- [Problem to solve]: Filter the material below so that only lines containing "edges" remain.

- [Given information]:
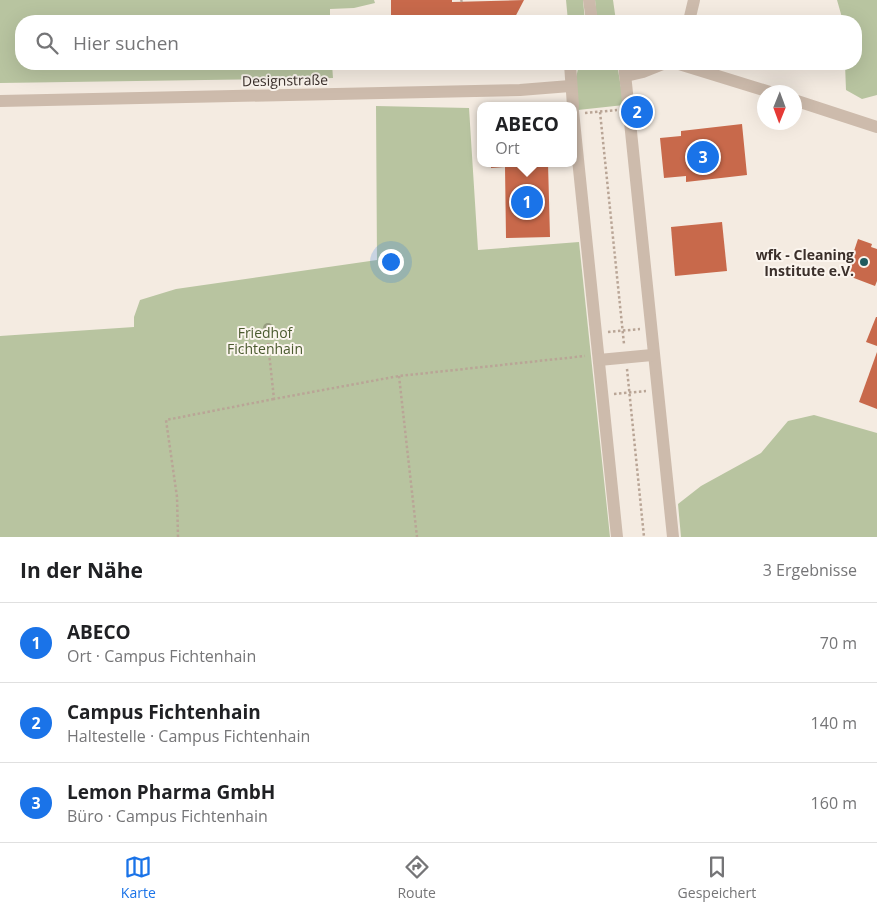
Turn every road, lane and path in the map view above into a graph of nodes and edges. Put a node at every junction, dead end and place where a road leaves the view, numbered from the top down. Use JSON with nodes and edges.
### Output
{"nodes":[{"id":1,"x":590,"y":0,"type":"edge"},
{"id":2,"x":694,"y":0,"type":"edge"},
{"id":3,"x":591,"y":15,"type":"edge"},
{"id":4,"x":690,"y":15,"type":"edge"},
{"id":5,"x":570,"y":70,"type":"edge"},
{"id":6,"x":625,"y":70,"type":"edge"},
{"id":7,"x":648,"y":70,"type":"edge"},
{"id":8,"x":698,"y":70,"type":"edge"},
{"id":9,"x":570,"y":86,"type":"junction"},
{"id":10,"x":757,"y":88,"type":"edge"},
{"id":11,"x":0,"y":101,"type":"edge"},
{"id":12,"x":572,"y":102,"type":"edge"},
{"id":13,"x":802,"y":103,"type":"edge"},
{"id":14,"x":600,"y":112,"type":"dead end"},
{"id":15,"x":877,"y":127,"type":"edge"},
{"id":16,"x":577,"y":150,"type":"edge"},
{"id":17,"x":650,"y":328,"type":"junction"},
{"id":18,"x":623,"y":330,"type":"junction"},
{"id":19,"x":596,"y":333,"type":"junction"},
{"id":20,"x":268,"y":343,"type":"dead end"},
{"id":21,"x":652,"y":355,"type":"junction"},
{"id":22,"x":599,"y":358,"type":"junction"},
{"id":23,"x":625,"y":358,"type":"junction"},
{"id":24,"x":399,"y":376,"type":"junction"},
{"id":25,"x":656,"y":390,"type":"junction"},
{"id":26,"x":629,"y":393,"type":"junction"},
{"id":27,"x":603,"y":396,"type":"junction"},
{"id":28,"x":274,"y":399,"type":"junction"},
{"id":29,"x":178,"y":537,"type":"edge"},
{"id":30,"x":417,"y":537,"type":"edge"},
{"id":31,"x":617,"y":537,"type":"edge"},
{"id":32,"x":644,"y":537,"type":"edge"},
{"id":33,"x":673,"y":537,"type":"edge"}],
"edges":[{"from":1,"to":3,"type":"street"},
{"from":2,"to":4,"type":"street"},
{"from":5,"to":9,"type":"street"},
{"from":6,"to":7,"type":"street"},
{"from":6,"to":17,"type":"street"},
{"from":8,"to":10,"type":"street"},
{"from":9,"to":11,"type":"street","name":"Designstraße"},
{"from":9,"to":12,"type":"street"},
{"from":13,"to":15,"type":"street"},
{"from":14,"to":18,"type":"path"},
{"from":16,"to":19,"type":"street"},
{"from":17,"to":18,"type":"path"},
{"from":17,"to":21,"type":"street"},
{"from":18,"to":19,"type":"path"},
{"from":18,"to":23,"type":"path"},
{"from":19,"to":22,"type":"street"},
{"from":20,"to":28,"type":"path"},
{"from":21,"to":23,"type":"street"},
{"from":21,"to":25,"type":"street"},
{"from":22,"to":23,"type":"street"},
{"from":22,"to":24,"type":"path"},
{"from":22,"to":27,"type":"street"},
{"from":23,"to":26,"type":"path"},
{"from":24,"to":28,"type":"path"},
{"from":24,"to":30,"type":"path"},
{"from":25,"to":26,"type":"path"},
{"from":25,"to":33,"type":"street"},
{"from":26,"to":27,"type":"path"},
{"from":26,"to":32,"type":"path"},
{"from":27,"to":31,"type":"street"},
{"from":28,"to":29,"type":"path"}]}
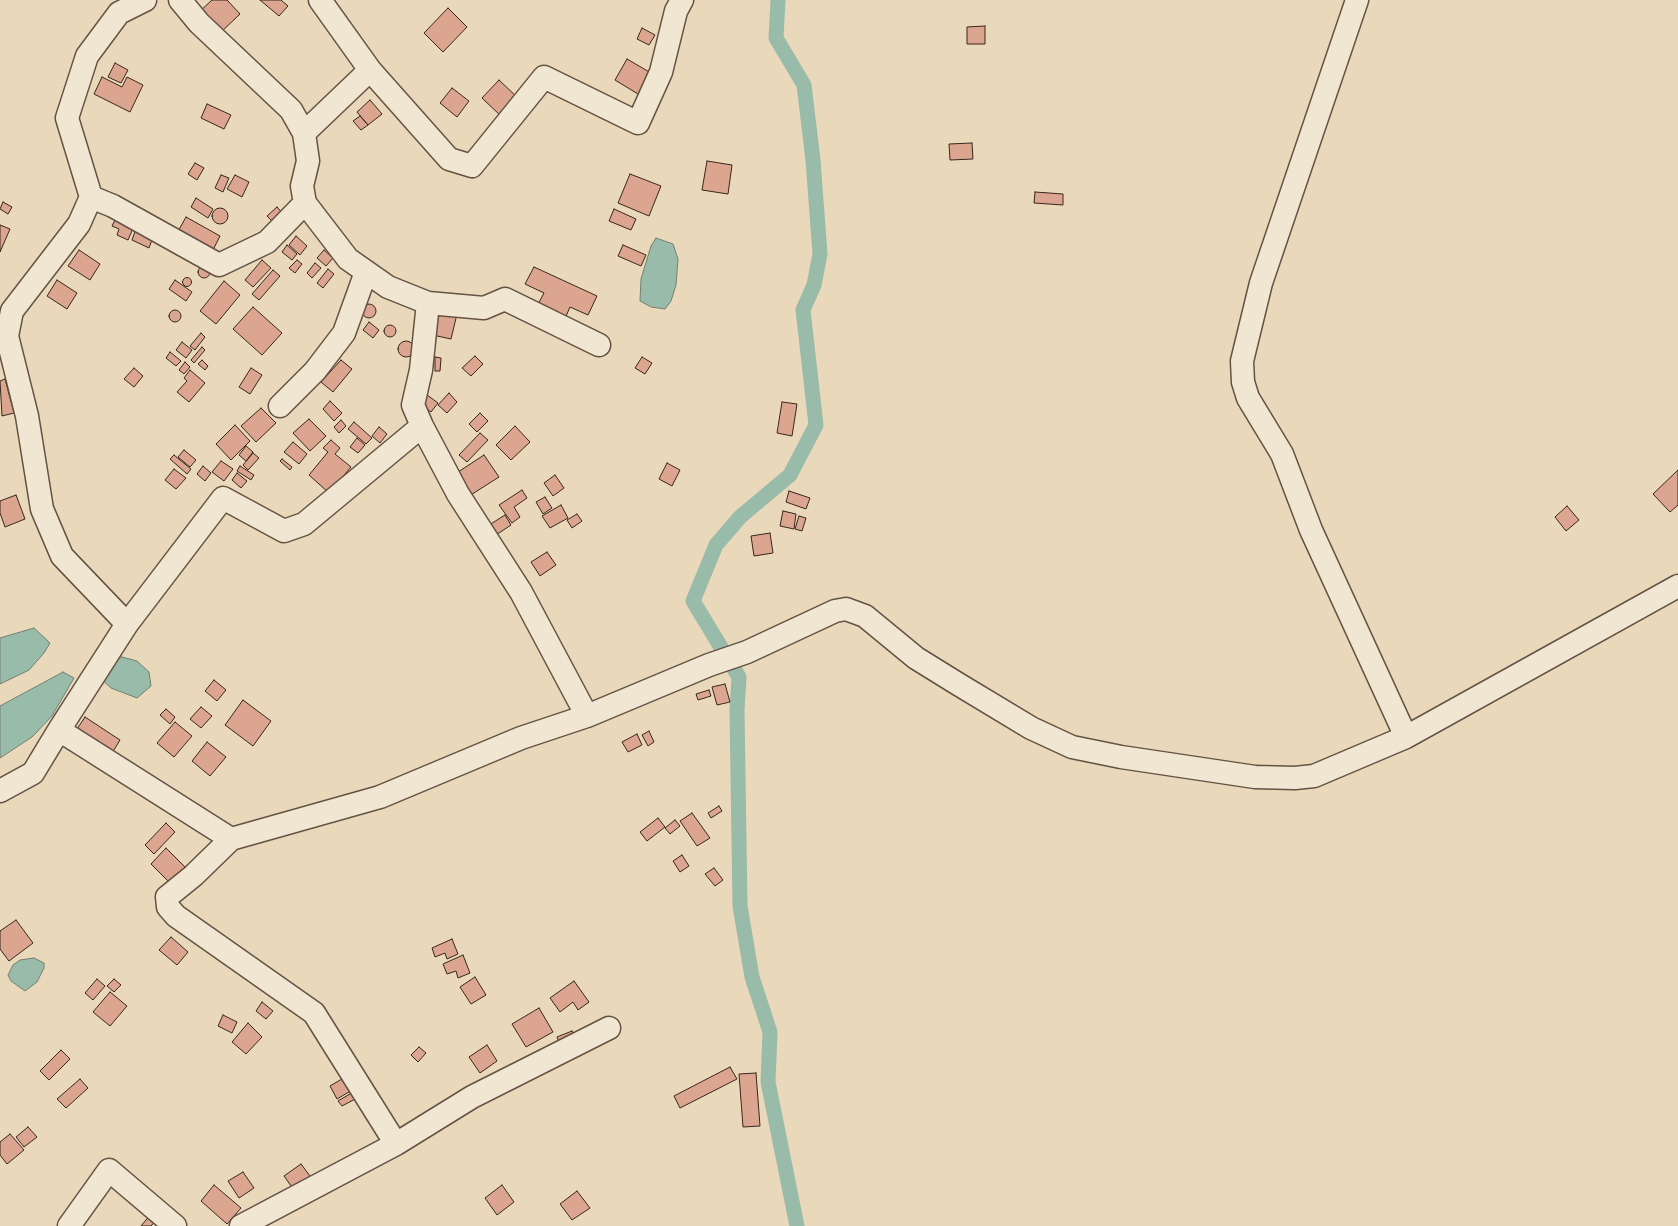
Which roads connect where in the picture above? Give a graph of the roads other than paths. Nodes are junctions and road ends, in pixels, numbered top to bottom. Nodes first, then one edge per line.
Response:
1 (145, 0) edge
2 (180, 0) edge
3 (320, 0) edge
4 (682, 0) edge
5 (1357, 0) edge
6 (370, 70) junction
7 (304, 133) junction
8 (91, 197) junction
9 (305, 204) junction
10 (366, 272) junction
11 (428, 303) junction
12 (599, 345) dead end
13 (280, 406) dead end
14 (422, 426) junction
15 (1678, 586) edge
16 (127, 624) junction
17 (587, 716) junction
18 (59, 730) junction
19 (1406, 737) junction
20 (0, 791) edge
21 (231, 839) junction
22 (609, 1028) dead end
23 (396, 1144) junction
24 (69, 1226) edge
25 (175, 1226) edge
26 (241, 1226) edge

1 - 8 street
2 - 7 street
3 - 6 street
4 - 6 street
5 - 19 street
6 - 7 street
7 - 9 street
8 - 9 street
8 - 16 street
9 - 10 street
10 - 11 street
10 - 13 street
11 - 12 street
11 - 14 street
14 - 16 street
14 - 17 street
15 - 19 street
16 - 18 street
17 - 19 street
17 - 21 street
18 - 20 street
18 - 21 street
21 - 23 street
22 - 23 street
23 - 26 street
24 - 25 street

- [Response to this task]:
Turn every road, lane and path in the map view above into a graph of nodes and edges. Put a node at every junction, dead end and place where a road leaves the view, numbered from the top down. Use JSON with nodes and edges.
"edges":[{"from":1,"to":3,"type":"street"},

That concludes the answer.